-- Work request --
Return all of the records exactly.

··········

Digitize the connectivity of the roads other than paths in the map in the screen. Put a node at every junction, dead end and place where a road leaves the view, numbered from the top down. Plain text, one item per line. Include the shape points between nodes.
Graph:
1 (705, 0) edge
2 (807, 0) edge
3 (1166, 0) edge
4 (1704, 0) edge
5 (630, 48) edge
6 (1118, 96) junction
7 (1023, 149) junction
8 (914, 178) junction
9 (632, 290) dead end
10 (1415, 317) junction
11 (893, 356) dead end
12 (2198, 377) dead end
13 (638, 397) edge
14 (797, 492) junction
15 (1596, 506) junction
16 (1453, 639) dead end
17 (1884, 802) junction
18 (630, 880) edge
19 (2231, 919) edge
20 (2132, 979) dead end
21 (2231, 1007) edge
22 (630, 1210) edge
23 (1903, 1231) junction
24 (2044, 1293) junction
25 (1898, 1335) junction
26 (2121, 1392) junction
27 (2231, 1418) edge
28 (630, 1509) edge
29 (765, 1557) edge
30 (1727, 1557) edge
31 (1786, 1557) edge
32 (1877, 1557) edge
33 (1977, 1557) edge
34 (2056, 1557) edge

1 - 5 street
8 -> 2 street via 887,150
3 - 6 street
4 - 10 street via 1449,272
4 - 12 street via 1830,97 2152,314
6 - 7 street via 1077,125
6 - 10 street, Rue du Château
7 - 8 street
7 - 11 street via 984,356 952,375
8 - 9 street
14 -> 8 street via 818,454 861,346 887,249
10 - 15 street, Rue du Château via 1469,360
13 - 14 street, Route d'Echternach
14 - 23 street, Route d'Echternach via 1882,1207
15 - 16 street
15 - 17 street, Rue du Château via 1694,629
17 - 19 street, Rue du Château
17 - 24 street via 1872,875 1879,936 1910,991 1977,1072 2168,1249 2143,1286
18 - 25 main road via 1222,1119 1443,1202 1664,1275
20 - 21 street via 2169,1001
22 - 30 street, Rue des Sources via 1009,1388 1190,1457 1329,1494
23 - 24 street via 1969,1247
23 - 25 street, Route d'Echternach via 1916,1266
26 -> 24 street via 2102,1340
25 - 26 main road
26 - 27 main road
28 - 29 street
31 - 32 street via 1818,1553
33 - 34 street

··········

-- Exercise answer --
Digitize the connectivity of the roads other than paths in the map in the screen. Put a node at every junction, dead end and place where a road leaves the view, numbered from the top down. Plain text, one item per line. Include the shape points between nodes.
Graph:
1 (705, 0) edge
2 (807, 0) edge
3 (1166, 0) edge
4 (1704, 0) edge
5 (630, 48) edge
6 (1118, 96) junction
7 (1023, 149) junction
8 (914, 178) junction
9 (632, 290) dead end
10 (1415, 317) junction
11 (893, 356) dead end
12 (2198, 377) dead end
13 (638, 397) edge
14 (797, 492) junction
15 (1596, 506) junction
16 (1453, 639) dead end
17 (1884, 802) junction
18 (630, 880) edge
19 (2231, 919) edge
20 (2132, 979) dead end
21 (2231, 1007) edge
22 (630, 1210) edge
23 (1903, 1231) junction
24 (2044, 1293) junction
25 (1898, 1335) junction
26 (2121, 1392) junction
27 (2231, 1418) edge
28 (630, 1509) edge
29 (765, 1557) edge
30 (1727, 1557) edge
31 (1786, 1557) edge
32 (1877, 1557) edge
33 (1977, 1557) edge
34 (2056, 1557) edge

1 - 5 street
8 -> 2 street via 887,150
3 - 6 street
4 - 10 street via 1449,272
4 - 12 street via 1830,97 2152,314
6 - 7 street via 1077,125
6 - 10 street, Rue du Château
7 - 8 street
7 - 11 street via 984,356 952,375
8 - 9 street
14 -> 8 street via 818,454 861,346 887,249
10 - 15 street, Rue du Château via 1469,360
13 - 14 street, Route d'Echternach
14 - 23 street, Route d'Echternach via 1882,1207
15 - 16 street
15 - 17 street, Rue du Château via 1694,629
17 - 19 street, Rue du Château
17 - 24 street via 1872,875 1879,936 1910,991 1977,1072 2168,1249 2143,1286
18 - 25 main road via 1222,1119 1443,1202 1664,1275
20 - 21 street via 2169,1001
22 - 30 street, Rue des Sources via 1009,1388 1190,1457 1329,1494
23 - 24 street via 1969,1247
23 - 25 street, Route d'Echternach via 1916,1266
26 -> 24 street via 2102,1340
25 - 26 main road
26 - 27 main road
28 - 29 street
31 - 32 street via 1818,1553
33 - 34 street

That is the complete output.